Wednesday, October 27, 2010

Handling a needlestick injury

If you are a nurse, doctor or healthcare assistant, chances are that at some point you will experience a needle-stick injury as you are trying to take blood, insert cannulas or deliver an injection. In fact, there are over 100 000 needlestick injuries reported in the UK every year! And not just in acute settings - practice nurses have been found to be the most common victims of needlestick injuries.

CULTURE OF SILENCE

The Commission for Health Improvement submitted a confidential questionnaire among healthcare professionals in 2003. Although 57% of the respondents said they had sustained an injury in the past, only 51% of them had reported the injuries – mainly because they perceived that the risk of an infection was “low”. Workload pressure and time constraints are also thought to be reasons for underreporting.
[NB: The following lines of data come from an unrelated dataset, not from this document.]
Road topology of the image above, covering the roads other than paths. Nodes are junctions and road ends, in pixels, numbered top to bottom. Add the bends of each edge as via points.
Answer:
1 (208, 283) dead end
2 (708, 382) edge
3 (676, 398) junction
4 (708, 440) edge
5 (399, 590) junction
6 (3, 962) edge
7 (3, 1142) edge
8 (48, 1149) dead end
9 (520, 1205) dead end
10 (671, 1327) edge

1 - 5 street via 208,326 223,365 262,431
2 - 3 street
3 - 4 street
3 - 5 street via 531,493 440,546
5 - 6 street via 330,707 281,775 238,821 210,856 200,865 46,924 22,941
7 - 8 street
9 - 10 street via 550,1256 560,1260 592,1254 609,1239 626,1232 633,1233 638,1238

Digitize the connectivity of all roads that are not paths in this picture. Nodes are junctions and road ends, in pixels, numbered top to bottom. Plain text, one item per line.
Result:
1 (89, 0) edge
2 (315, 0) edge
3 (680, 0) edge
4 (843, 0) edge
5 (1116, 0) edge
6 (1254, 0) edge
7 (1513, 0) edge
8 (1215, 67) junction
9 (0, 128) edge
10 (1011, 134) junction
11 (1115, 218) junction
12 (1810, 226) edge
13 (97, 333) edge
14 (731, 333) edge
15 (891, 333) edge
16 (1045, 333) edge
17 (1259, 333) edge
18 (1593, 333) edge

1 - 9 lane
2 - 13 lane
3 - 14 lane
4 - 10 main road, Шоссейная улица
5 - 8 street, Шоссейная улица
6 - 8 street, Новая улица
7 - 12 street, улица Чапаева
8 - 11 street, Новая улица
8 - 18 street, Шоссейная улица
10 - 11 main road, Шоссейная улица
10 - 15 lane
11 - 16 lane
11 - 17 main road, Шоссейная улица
Others are afraid that if they are tested and have been found to be infected, they will lose their jobs or be treated differently.
RISKS

In the USA, over 2100 needlestick injuries were report per day! [NIOSH Study, 1999]. From these injuries, 57 incidences of HIV seroconversion were reported, as well as 2000 hepatitis C and 400 Hepatitis C infections. Tuberculosis, syphilis, malaria, herpes, diphtheria, gonorrheau and typhus can also be transmitted this way. In Australia, the claims for needle-stick injuries jumped 12.6% within 2 years and more than 18000 reported being pricked by contaminated syringes.

PREPARATION


1. GET VACCINATED. The risk of transmission of a blood borne pathogen is very low, but HCV, HIV and HBV remains a risk. Hepatitis B is the most transmissible – you have a 30% risk of transmission after exposure. The risk of contracting HIV is a mere 0.3% and Hepatitis C is about 1.8% - depending on the viral load of the source person and the volume of blood transferred. It is therefore well-worth receiving the HBV vaccination.
2. Always wear gloves and eye protection.
3. Use safety needles and cannulas. Discard needles in the sharps bin immediately. Never leave them lying around, not even for a second.
4. Never re-sheath or re-cap a needle. Pay attention when handling scalpels and butterfly needles.
5. Make sure you know your hospitals policy for post occupational exposure management – and implement it if you get injured.

IF YOU ARE INJURED…

1. Immediately wash the site well with water.
2. Get blood taken for serological testing as soon as possible.
3. You may need to have a course of HBV vaccine and a dose of hep B immunoglobulin, depending on your immunization status.
4. A retroviral drug prophylaxis should be promptly taken if there is a risk of HIV exposure. Seek guidance from your superiors re: this drug as you cannot take this lightly.
5. Talk to someone about the injury. It is alright to feel a significant amount of stress, fear and resentment about the injury and the risks you were exposed to. Talk to a counselor and gain support from co-workers.
6. Your workplace needs to treat the injury swiftly, without prejudice and in confidence. If you feel as though they are not treating your injury or illness in that matter – speak up! Likewise, you have the right to a safe working environment. Seek advice if you feel unsafe at work.